A strategy for Sheffield's heritage must be inclusive and allow all city residents to tell their stories.
That was the key message from a conference designed to kick-start work on a plan to better promote and co-ordinate attractions, events and exhibitions.
And those working on Sheffield's heritage strategy were left with plenty to think about from conversations covering a wide range of topics.
Among the speakers at the conference was Muna Abdi, a lecturer of psychology education at Sheffield Hallam University, where the conference took place.
Speaking about the best way to discover the stories of Sheffield residents, she stressed the importance of creating spaces where people were comfortable talking about themselves and their communities.
Bringing up her background as a British-born child of Somali refugees, she referred to a sense of 'placelessness' suffered by many first and second generation Sheffield residents.
"I had never seen Somalia but always thought I didn't belong here in Sheffield," she said.
"I'm now working with young people who are second generation Somalis. When the idea of heritage comes up the only thing they know is colonialism. The narratives that they are hearing are negative. So their heritage is symbolic of a place they have never visited.
"For them to have a space here that they can call home, they need to have a sense of heritage. But they don't see anything in the city that represents them."
Referring back to the heritage strategy and how to build it, Muna said it was important to have 'continuous interaction' with people all over Sheffield in order to find out what was important to them.
"There needs to be a system where communities can come out of their little silos and interact, and be encouraged that they belong," she added.
Darnall-based community worker Lloyd Samuels said the city's young people found it particularly hard to align themselves with Sheffield's heritage and history.
"The African Caribbean community here are attaching themselves to the American gangster lifestyle rather than playing on their own heritage, because they haven't got those layers of history they can identify with," he said.
"We have to talk about the top to the bottom. We have to give them all these layers."
Lloyd mentioned Arthur Wharton, widely considered to be the first black professional football player in the world, who played for Sheffield United and Rotherham in the 1890s, as a figure who can inspire the city's young people.
"What kids don't realise is he was part of their history," he said. "He played for Sheffield United but he also fought for local causes. But he died a sudden death and was forgotten very quickly.
"What that did for these young people was to give them something to attach themselves to.
"History is really important to young people.

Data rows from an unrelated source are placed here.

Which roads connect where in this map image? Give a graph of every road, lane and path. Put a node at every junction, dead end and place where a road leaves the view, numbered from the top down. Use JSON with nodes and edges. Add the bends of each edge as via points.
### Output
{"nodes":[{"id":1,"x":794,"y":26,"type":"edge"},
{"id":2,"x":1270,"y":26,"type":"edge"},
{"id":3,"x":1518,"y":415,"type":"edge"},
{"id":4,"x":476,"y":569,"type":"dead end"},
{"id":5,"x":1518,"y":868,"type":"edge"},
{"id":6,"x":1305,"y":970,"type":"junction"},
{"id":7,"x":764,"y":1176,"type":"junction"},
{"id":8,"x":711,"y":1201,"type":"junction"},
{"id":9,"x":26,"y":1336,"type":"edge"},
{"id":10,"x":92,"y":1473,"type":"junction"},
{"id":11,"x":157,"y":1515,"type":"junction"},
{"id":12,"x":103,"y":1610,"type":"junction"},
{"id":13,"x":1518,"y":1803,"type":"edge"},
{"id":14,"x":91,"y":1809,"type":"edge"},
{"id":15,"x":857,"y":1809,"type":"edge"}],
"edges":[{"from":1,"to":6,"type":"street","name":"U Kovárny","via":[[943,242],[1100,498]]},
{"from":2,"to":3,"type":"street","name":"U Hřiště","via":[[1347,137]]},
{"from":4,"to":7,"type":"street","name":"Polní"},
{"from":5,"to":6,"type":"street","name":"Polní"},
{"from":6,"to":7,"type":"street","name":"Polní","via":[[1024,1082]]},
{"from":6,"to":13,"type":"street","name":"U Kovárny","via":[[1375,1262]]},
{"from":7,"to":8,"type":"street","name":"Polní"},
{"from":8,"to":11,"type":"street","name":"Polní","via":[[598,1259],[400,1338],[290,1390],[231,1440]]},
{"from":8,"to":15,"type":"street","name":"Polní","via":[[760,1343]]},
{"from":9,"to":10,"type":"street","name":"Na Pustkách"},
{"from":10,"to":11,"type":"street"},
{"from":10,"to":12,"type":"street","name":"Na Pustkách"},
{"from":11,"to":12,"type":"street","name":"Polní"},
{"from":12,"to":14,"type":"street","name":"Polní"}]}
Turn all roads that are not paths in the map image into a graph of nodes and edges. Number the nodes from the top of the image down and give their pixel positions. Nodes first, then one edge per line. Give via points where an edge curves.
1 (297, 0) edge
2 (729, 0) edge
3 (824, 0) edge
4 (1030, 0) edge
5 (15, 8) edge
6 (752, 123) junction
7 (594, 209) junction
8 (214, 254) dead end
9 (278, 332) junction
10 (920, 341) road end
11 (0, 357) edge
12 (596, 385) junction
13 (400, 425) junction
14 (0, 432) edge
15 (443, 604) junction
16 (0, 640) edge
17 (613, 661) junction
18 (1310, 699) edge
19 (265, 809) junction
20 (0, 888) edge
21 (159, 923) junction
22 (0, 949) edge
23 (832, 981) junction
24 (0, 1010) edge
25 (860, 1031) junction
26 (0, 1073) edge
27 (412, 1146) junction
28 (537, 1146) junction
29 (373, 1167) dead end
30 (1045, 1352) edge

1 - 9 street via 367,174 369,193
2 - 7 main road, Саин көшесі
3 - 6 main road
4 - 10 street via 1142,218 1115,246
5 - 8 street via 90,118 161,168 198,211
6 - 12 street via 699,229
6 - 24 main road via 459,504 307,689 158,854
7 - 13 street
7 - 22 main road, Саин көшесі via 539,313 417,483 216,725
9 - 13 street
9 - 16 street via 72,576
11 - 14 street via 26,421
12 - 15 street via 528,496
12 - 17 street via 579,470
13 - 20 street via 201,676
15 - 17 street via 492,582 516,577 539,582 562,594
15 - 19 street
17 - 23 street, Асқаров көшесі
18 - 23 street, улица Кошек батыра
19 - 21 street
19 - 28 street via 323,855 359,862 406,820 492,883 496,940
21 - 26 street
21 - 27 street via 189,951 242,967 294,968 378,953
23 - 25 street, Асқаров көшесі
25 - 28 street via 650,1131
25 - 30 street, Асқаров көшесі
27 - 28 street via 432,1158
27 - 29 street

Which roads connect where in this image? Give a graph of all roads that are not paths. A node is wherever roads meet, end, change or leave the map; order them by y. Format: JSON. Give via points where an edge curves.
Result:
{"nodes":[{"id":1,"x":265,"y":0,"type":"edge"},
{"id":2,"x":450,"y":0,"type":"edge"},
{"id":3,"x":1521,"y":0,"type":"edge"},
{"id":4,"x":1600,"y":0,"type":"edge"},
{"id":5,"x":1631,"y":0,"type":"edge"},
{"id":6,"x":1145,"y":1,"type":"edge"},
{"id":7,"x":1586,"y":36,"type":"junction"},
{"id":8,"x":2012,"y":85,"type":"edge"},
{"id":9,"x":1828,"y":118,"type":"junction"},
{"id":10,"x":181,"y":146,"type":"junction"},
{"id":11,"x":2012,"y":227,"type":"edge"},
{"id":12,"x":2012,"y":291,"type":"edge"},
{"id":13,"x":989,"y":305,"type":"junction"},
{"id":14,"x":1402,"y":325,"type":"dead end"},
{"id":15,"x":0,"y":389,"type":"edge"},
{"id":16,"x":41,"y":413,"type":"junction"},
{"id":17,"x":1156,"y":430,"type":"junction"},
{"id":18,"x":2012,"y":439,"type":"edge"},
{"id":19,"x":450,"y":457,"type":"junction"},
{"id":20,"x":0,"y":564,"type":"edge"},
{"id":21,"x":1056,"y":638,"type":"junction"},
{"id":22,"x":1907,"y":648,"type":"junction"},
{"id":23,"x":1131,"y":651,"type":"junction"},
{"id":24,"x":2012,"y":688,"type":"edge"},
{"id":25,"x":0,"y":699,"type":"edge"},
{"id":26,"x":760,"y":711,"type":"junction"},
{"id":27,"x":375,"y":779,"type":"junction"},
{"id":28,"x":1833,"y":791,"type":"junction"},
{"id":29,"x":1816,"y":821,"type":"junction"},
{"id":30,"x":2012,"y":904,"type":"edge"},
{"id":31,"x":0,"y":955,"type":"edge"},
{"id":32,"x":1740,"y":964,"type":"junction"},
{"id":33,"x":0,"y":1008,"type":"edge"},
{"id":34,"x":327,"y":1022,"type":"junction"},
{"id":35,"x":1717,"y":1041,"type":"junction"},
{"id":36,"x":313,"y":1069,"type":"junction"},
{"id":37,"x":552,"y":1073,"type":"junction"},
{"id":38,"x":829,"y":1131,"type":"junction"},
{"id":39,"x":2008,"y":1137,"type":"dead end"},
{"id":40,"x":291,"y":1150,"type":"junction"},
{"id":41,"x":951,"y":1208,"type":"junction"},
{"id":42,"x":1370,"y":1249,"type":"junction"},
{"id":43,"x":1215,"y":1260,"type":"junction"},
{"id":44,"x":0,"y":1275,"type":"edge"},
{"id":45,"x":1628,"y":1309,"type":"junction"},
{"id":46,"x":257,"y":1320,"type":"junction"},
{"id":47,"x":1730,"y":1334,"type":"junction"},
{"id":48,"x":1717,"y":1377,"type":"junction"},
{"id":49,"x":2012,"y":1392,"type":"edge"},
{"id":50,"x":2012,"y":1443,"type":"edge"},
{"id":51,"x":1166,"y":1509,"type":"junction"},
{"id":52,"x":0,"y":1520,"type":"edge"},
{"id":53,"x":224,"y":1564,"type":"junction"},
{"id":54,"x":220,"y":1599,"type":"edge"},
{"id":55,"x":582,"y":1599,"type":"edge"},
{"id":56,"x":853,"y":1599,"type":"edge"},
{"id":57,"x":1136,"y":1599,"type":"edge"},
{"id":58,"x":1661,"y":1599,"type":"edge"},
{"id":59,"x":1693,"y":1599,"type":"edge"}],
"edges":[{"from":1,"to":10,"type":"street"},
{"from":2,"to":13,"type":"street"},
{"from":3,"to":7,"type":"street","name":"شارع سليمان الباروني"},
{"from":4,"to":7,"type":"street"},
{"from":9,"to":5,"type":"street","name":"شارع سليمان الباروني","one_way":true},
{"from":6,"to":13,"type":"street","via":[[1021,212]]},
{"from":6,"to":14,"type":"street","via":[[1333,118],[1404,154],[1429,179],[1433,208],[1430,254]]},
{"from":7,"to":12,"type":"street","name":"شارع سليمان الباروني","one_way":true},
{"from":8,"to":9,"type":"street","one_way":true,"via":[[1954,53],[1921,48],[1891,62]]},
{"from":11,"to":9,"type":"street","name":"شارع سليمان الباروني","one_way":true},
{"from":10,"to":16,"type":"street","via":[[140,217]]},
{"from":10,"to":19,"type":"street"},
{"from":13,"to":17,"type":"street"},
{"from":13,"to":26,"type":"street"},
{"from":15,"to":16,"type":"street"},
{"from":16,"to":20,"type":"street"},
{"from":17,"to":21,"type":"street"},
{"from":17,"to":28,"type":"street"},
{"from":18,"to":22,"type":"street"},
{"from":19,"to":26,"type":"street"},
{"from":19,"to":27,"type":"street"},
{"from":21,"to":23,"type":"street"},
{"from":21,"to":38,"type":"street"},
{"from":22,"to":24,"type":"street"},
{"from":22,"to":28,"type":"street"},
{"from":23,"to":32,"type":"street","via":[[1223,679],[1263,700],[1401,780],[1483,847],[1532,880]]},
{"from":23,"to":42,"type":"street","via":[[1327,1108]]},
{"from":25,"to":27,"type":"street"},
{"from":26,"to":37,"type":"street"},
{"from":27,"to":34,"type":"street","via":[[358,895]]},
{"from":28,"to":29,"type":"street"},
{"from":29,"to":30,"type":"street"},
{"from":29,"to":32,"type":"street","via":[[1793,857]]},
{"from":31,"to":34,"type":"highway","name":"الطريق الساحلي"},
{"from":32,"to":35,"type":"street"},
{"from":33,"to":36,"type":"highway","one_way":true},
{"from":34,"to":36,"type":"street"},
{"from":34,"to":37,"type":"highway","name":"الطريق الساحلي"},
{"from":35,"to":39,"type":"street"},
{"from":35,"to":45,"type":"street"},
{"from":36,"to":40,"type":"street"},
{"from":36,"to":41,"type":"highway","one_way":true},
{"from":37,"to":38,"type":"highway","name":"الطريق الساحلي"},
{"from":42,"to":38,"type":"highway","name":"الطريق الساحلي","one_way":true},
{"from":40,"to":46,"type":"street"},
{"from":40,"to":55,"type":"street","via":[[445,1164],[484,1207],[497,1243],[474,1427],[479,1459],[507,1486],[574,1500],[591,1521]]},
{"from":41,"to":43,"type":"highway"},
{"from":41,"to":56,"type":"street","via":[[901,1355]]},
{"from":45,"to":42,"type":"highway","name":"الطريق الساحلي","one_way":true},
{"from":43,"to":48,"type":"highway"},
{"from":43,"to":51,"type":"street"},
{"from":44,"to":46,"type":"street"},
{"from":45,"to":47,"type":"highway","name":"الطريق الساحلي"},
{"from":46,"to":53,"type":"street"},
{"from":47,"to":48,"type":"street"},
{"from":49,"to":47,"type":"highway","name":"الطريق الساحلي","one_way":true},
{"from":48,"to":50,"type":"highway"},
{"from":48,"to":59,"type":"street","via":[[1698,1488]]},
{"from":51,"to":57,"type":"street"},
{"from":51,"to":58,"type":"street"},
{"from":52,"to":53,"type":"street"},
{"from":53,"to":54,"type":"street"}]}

The most important thing is it gives us the pride and the stories of individuals who have gone through the hardships and made it out and pushed things forward."
Teacher and mediator Malcolm Cumberbatch said history was being made every day, but it was important to consider whose history was being reported and prioritised. The conference was linked to Black History Month, but Malcolm said that meant black history was absent for 11 months of the year.
He said: "What we are looking at is if it's not white history, it's not valuable.
"It's our history. It's white and black and all colours. But people don't see that because there's a hierarchy of value in history."
Malcolm pointed to the programme for Sheffield's Off The Shelf literary festival, which featured 'hardly anyone' from a black background.
"We have got a lot of people in Sheffield that want to do something at Off The Shelf. A lot of festivals in the city don't have the requisite reflection of other minorities. And there's a problem there. It's got to be dealt with."
Dr Robbie Aitken, reader in imperial history at Sheffield Hallam, presented some of his research into the history of black people in Germany. He echoed the theme of 'placelessness', which he said had affected African people in Germany after the First World War.
"I am trying to make this research not just accessible to academics but educationalists, post graduates, undergraduates and even schoolchildren, " he said.
The city's heritage strategy is due to be launched at a follow-up conference in a year's time. Jon Bradley is part of the Joined Up Heritage group trying to put that strategy together, and said there was plenty to think about after the most recent event.
He said there were increasing numbers of 'different views and perspectives' emerging as work went on.
"There has been a lot of passion expressed throughout this strategy process," he said. "It just emphasises the responsibility that we have in terms of delivering to different people's expectations.
"We have got to ensure that the framework we have for this strategy isn't overly complex and is workable. Maybe we need a bit of an independent view to craft all that material into workability."